Showing posts with label Ernie Schroeder. Show all posts
Showing posts with label Ernie Schroeder. Show all posts

Sunday, October 22, 2017

The Heap - Volume Three!


In volume three of The Heap from PS Artbooks under a handsome cover from Stephen Bissette, we get some of the very best Heap stories from the hand of Ernie Schroeder who produced these for Airboy Comics from  Hillman Comics way back in the early 50's. After years of struggling for a premise and constant revisions of the approach to the strip, finally there's a focus and a formula which works wonderfully. The Heap's origins as long dead German flying ace Baron Von Emmelman is not forgotten but is relegated to the background and the Heap sprawls the globe finding interesting people and stories. Clunky mechanisms like gods and goddesses are dropped and The Heap is merely allowed to be, a ubiquitous force for good or at the very least a rough justice. In these final days, The Heap finally gets some  cover attention and  is the focus of several.

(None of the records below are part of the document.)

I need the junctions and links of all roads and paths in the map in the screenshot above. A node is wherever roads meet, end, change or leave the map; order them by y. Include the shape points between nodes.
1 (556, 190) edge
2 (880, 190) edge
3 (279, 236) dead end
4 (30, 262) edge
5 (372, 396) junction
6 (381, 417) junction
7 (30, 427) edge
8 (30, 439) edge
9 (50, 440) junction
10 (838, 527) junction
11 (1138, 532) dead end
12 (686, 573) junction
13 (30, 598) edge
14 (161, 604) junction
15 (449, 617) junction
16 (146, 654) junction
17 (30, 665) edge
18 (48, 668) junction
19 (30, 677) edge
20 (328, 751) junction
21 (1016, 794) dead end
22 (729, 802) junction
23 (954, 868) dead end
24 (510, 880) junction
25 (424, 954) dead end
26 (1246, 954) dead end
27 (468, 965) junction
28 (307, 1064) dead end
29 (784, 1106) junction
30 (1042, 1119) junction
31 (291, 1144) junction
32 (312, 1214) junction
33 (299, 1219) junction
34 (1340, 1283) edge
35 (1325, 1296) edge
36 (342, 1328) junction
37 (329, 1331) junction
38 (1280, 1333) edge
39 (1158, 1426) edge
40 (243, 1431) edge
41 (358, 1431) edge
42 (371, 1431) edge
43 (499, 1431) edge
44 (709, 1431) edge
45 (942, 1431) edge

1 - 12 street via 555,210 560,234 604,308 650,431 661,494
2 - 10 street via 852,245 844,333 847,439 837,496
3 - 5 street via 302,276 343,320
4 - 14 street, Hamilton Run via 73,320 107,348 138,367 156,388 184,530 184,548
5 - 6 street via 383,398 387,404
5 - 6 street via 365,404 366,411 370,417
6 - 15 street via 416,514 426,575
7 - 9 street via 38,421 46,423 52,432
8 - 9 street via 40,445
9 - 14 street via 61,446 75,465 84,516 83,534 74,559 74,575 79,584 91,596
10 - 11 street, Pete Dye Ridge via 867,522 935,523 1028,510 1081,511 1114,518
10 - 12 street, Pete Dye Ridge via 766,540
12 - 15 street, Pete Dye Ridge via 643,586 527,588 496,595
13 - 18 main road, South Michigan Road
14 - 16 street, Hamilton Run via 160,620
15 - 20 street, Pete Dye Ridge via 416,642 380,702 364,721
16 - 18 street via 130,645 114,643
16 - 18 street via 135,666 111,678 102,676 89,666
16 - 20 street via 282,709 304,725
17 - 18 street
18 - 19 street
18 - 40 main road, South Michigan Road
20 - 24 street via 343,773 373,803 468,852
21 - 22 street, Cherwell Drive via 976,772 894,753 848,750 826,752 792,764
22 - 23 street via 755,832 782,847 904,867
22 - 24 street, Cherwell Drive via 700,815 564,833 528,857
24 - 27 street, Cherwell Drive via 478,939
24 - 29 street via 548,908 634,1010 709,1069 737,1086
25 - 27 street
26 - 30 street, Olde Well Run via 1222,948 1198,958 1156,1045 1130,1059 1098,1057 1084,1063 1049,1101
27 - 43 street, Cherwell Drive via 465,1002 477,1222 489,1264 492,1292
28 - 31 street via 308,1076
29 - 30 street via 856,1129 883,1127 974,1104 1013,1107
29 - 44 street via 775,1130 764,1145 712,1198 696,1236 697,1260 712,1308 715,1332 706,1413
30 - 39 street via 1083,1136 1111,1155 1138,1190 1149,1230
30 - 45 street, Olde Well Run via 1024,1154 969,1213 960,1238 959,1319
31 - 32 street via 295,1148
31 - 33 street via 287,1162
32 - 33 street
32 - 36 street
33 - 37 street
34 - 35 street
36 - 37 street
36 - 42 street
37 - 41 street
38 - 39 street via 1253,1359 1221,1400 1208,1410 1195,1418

As can be readily seen The Heap contested with a broad array of monsters and creatures, some of the natural world others from the depths of a magical evil. He beats them all, his prodigious strength and indefatigable power winning the day.


The Heap served as an inspiration for many a swamp creature which rose up later at comic shops all over, but these Heap stories have an elegance and cohesion which often tops the best the later rivals. Man-Thing in particular owes much to The Heap. But The Heap itself would be revived in a many of speaking in later years and we'll take a look at that next week.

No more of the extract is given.